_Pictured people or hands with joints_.

=-=-=

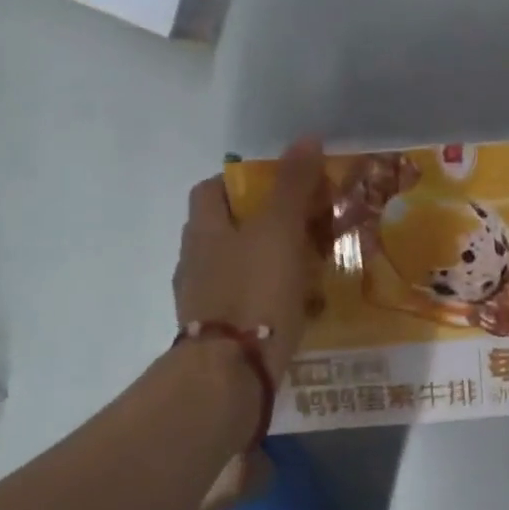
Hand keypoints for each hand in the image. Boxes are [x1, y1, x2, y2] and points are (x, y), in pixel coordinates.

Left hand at [175, 137, 329, 379]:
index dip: (243, 182)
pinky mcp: (221, 334)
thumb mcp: (279, 231)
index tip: (281, 187)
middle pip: (228, 230)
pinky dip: (272, 299)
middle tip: (308, 228)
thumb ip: (292, 186)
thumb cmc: (254, 292)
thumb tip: (306, 137)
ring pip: (240, 268)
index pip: (211, 190)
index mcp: (203, 230)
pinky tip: (300, 308)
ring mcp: (205, 301)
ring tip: (312, 269)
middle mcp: (196, 261)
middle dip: (266, 225)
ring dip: (271, 263)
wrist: (231, 372)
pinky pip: (249, 303)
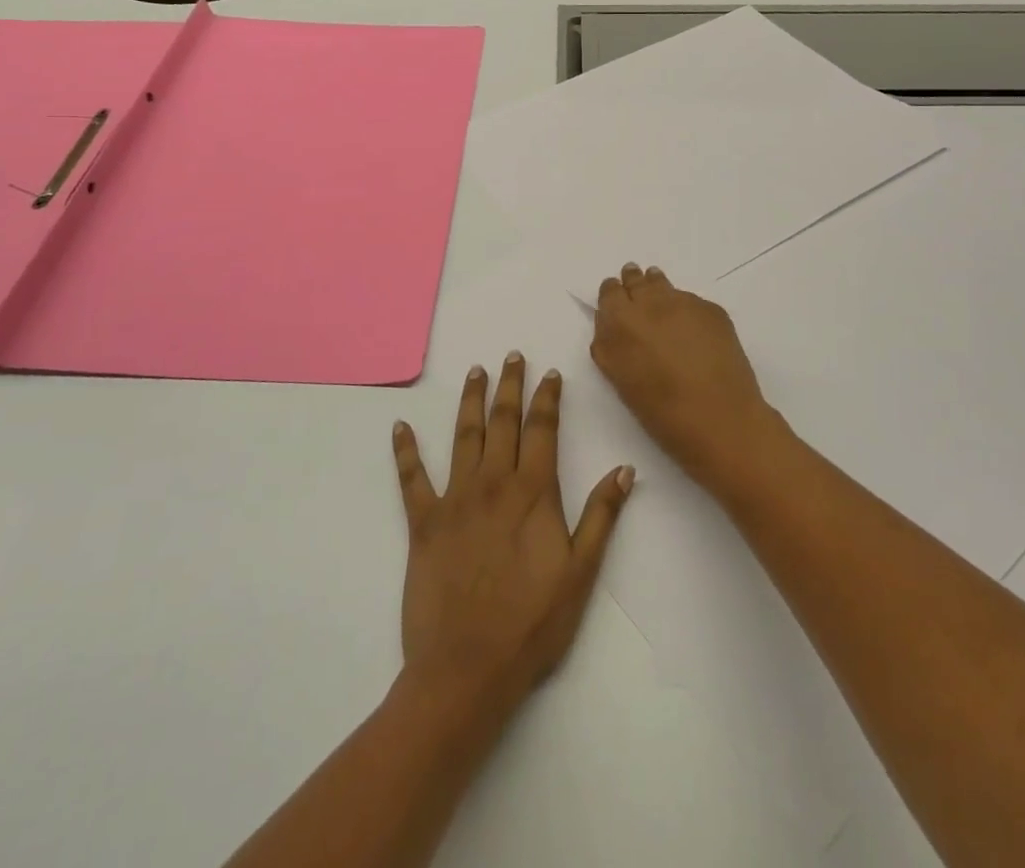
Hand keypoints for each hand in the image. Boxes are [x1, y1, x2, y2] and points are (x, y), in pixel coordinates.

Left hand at [391, 353, 633, 726]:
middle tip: (511, 356)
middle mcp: (493, 483)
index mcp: (533, 492)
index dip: (547, 398)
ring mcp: (454, 499)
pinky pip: (411, 478)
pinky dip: (405, 450)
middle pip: (503, 421)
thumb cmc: (532, 624)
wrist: (467, 669)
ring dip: (470, 401)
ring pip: (463, 436)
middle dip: (510, 385)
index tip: (550, 373)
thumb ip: (602, 516)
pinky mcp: (422, 522)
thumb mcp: (581, 573)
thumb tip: (624, 468)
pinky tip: (399, 426)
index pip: (543, 430)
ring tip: (475, 372)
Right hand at [590, 262, 780, 490]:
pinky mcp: (712, 309)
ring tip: (660, 302)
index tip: (616, 301)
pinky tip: (692, 329)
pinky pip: (690, 301)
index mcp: (621, 321)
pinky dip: (686, 309)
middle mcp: (650, 302)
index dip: (612, 295)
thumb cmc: (662, 412)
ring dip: (658, 289)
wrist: (720, 418)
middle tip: (635, 290)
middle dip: (633, 284)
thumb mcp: (621, 380)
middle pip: (636, 280)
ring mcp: (684, 302)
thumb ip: (610, 347)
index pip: (610, 292)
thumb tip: (611, 328)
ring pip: (664, 284)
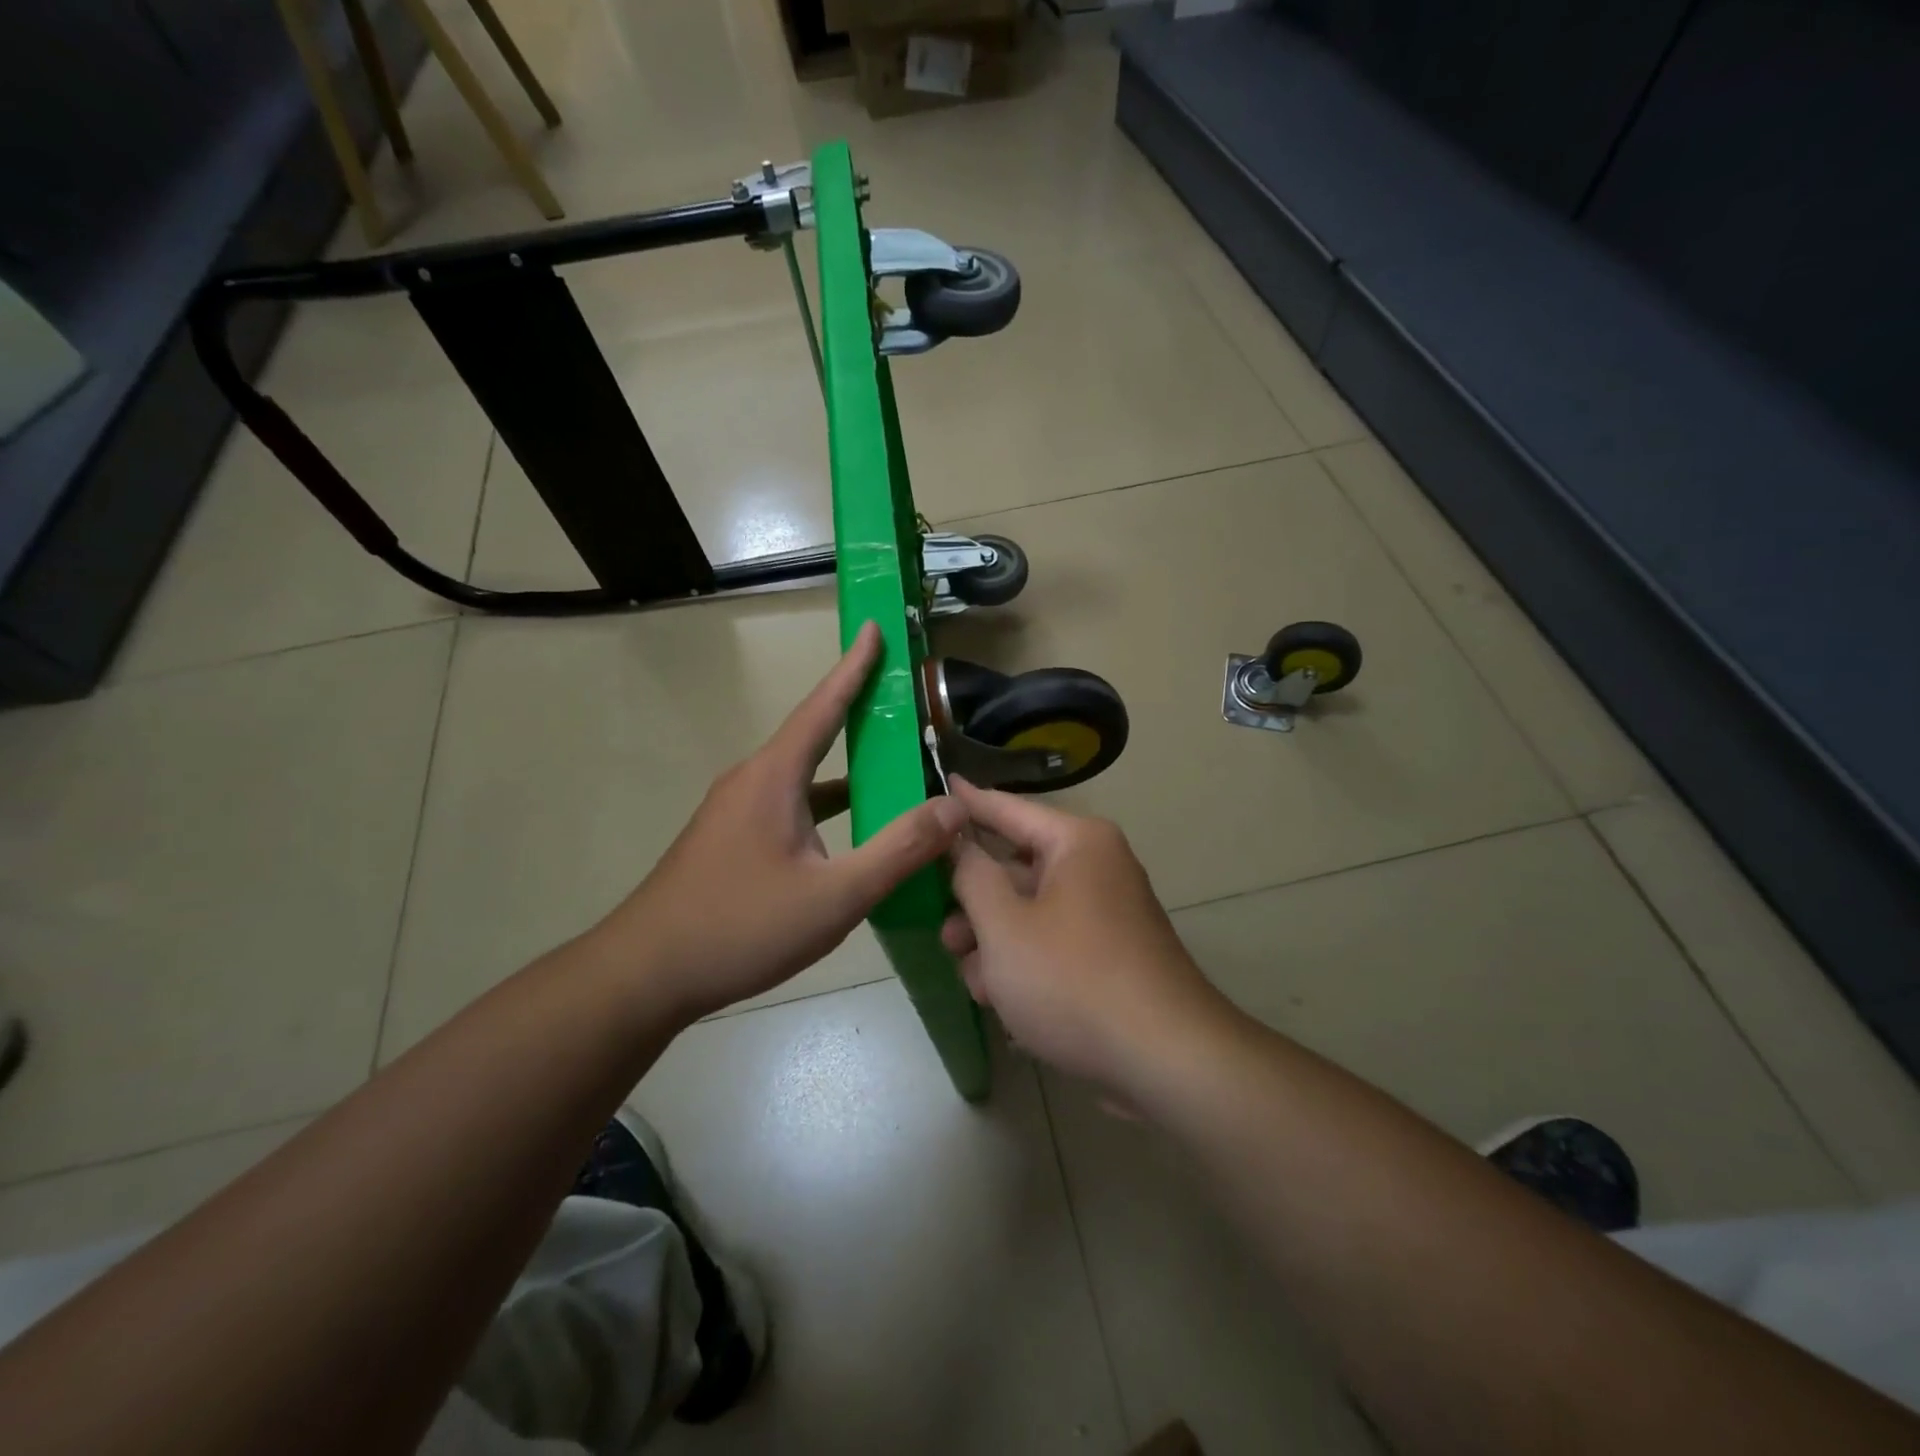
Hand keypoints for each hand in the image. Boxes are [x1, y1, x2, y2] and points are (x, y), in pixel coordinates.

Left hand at [599, 622, 966, 1023]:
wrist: (644, 974)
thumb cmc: (739, 927)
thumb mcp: (834, 897)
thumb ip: (897, 851)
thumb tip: (953, 808)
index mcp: (774, 777)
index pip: (822, 707)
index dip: (854, 666)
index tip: (874, 626)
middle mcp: (752, 780)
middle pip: (814, 734)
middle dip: (858, 710)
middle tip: (901, 696)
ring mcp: (736, 810)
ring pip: (803, 775)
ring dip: (846, 765)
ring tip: (892, 763)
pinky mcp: (731, 838)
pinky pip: (790, 804)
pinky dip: (826, 802)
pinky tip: (851, 829)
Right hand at [941, 778, 1227, 1090]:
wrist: (1166, 1060)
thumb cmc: (1073, 980)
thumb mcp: (1004, 926)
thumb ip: (972, 876)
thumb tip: (960, 843)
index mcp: (1077, 843)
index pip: (1007, 808)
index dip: (967, 802)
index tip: (938, 783)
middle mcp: (1096, 867)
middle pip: (1016, 868)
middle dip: (975, 904)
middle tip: (944, 933)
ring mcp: (1106, 913)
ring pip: (1030, 912)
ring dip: (995, 944)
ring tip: (977, 984)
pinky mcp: (1110, 954)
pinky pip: (1053, 942)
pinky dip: (1025, 964)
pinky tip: (1004, 1002)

=-=-=

Please reproduce the entries above exactly, from their first line to the line holding "pinky pip: (249, 303)" inclusive, and nothing else; the pictures stay out.

_Exercise solution_.
Hand keypoints for each hand in the image. Boxes are [x1, y1, x2, y2] and points are (x, y), in pixel coordinates.

Left hand at [175, 137, 329, 379]:
index dip: (243, 182)
pinky mcp: (221, 334)
thumb mcp: (279, 231)
index tip: (281, 187)
middle pip: (228, 230)
pinky dip: (272, 299)
middle tip: (308, 228)
thumb ip: (292, 186)
thumb cmc: (254, 292)
thumb tip: (306, 137)
ring pip: (240, 268)
index pip: (211, 190)
index mcp: (203, 230)
pinky tip: (300, 308)
ring mcp: (205, 301)
ring tip: (312, 269)
middle mcp: (196, 261)
middle dip: (266, 225)
ring dip: (271, 263)
wrist: (231, 372)
pinky pip: (249, 303)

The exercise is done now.